▶ [EXERCISE DESCRIPTION]: Your job is to retype the records exactly while dropping every picture.

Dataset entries
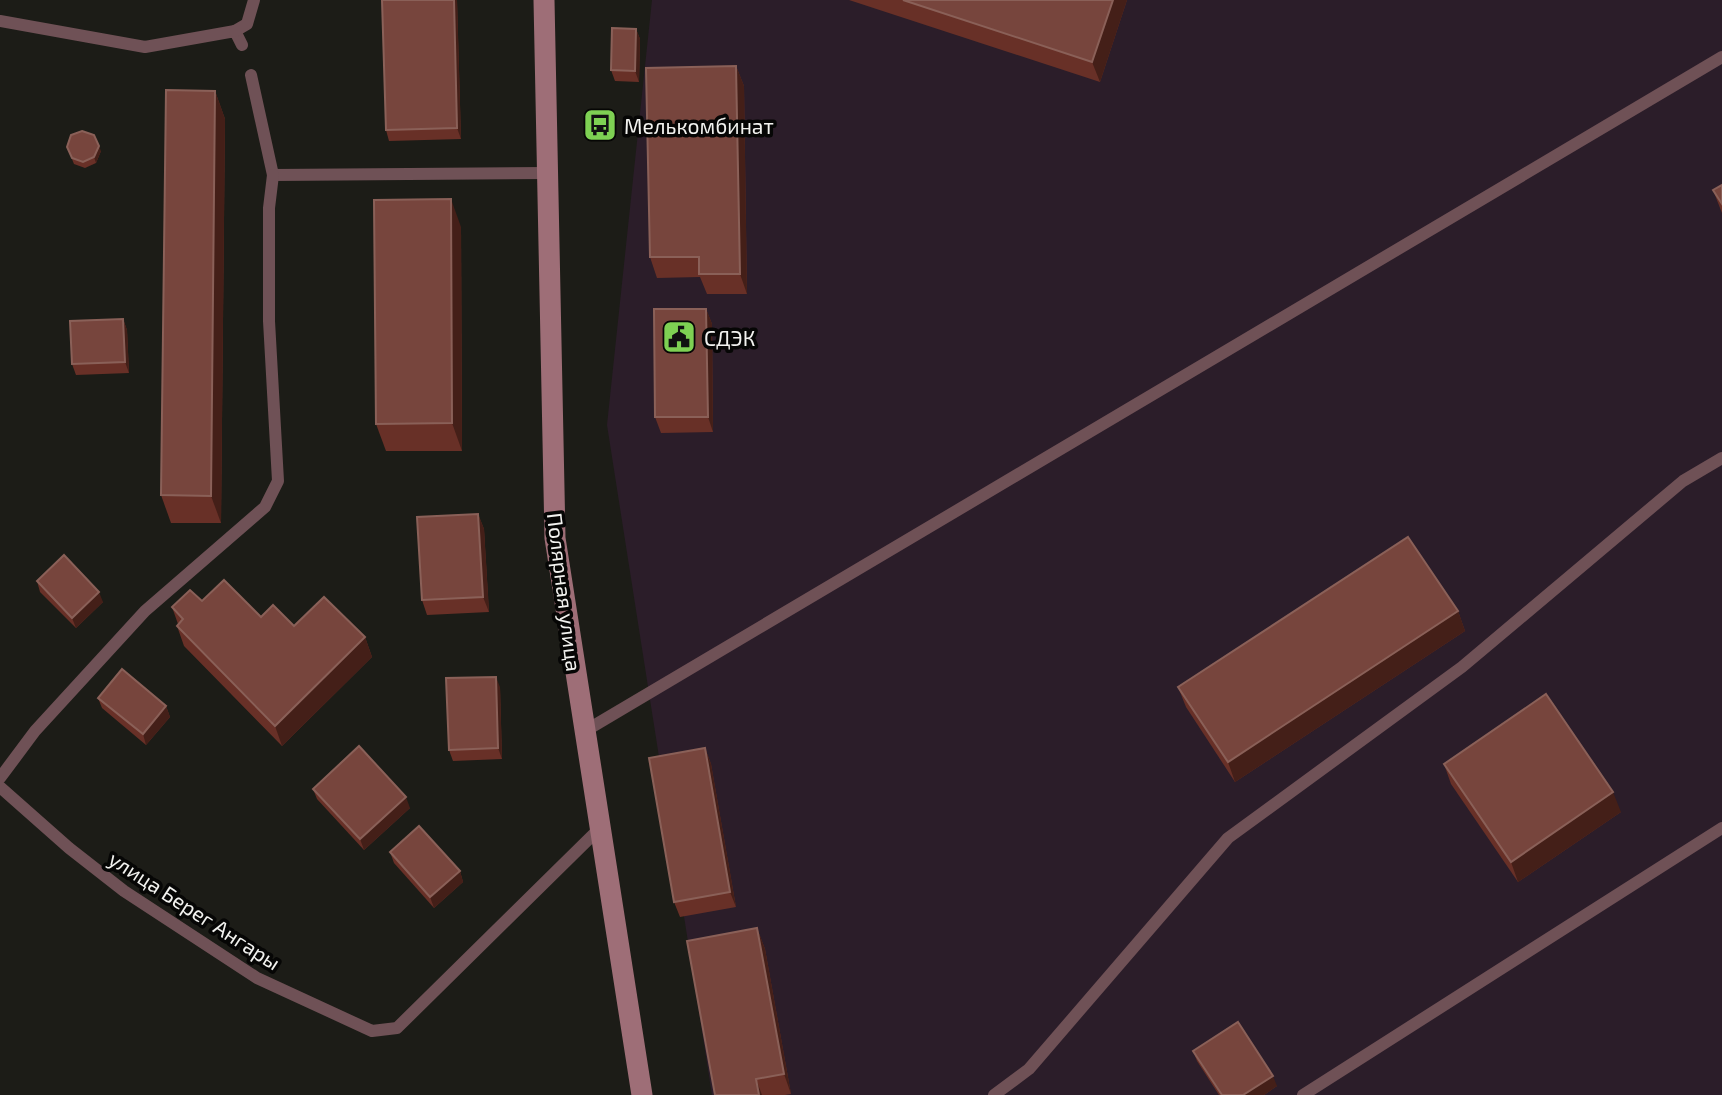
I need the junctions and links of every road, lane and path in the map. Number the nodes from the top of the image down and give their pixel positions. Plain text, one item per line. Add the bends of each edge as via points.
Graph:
1 (254, 0) edge
2 (544, 0) edge
3 (0, 22) edge
4 (235, 31) junction
5 (242, 45) dead end
6 (1722, 57) edge
7 (251, 75) dead end
8 (545, 173) junction
9 (273, 175) junction
10 (1722, 458) edge
11 (585, 731) junction
12 (0, 778) edge
13 (0, 787) edge
14 (600, 828) junction
15 (1722, 828) edge
16 (642, 1095) edge
17 (994, 1095) edge
18 (1303, 1095) edge

1 - 4 lane via 247,24
2 - 8 main road, Полярная улица
3 - 4 lane via 145,47
4 - 5 lane
6 - 11 lane
7 - 9 lane
8 - 9 lane
8 - 11 main road, Полярная улица via 555,538
9 - 12 lane via 268,275 278,481 265,507 145,611 35,731
10 - 17 lane via 1683,481 1462,667 1228,838 1029,1069
11 - 14 main road, Полярная улица
13 - 14 lane, улица Берег Ангары via 135,898 257,978 372,1031 397,1028
14 - 16 main road, Полярная улица
15 - 18 lane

▶ [TASK ANSWER]:
I need the junctions and links of every road, lane and path in the map. Number the nodes from the top of the image down and give their pixel positions. Plain text, one item per line. Add the bends of each edge as via points.
Graph:
1 (254, 0) edge
2 (544, 0) edge
3 (0, 22) edge
4 (235, 31) junction
5 (242, 45) dead end
6 (1722, 57) edge
7 (251, 75) dead end
8 (545, 173) junction
9 (273, 175) junction
10 (1722, 458) edge
11 (585, 731) junction
12 (0, 778) edge
13 (0, 787) edge
14 (600, 828) junction
15 (1722, 828) edge
16 (642, 1095) edge
17 (994, 1095) edge
18 (1303, 1095) edge

1 - 4 lane via 247,24
2 - 8 main road, Полярная улица
3 - 4 lane via 145,47
4 - 5 lane
6 - 11 lane
7 - 9 lane
8 - 9 lane
8 - 11 main road, Полярная улица via 555,538
9 - 12 lane via 268,275 278,481 265,507 145,611 35,731
10 - 17 lane via 1683,481 1462,667 1228,838 1029,1069
11 - 14 main road, Полярная улица
13 - 14 lane, улица Берег Ангары via 135,898 257,978 372,1031 397,1028
14 - 16 main road, Полярная улица
15 - 18 lane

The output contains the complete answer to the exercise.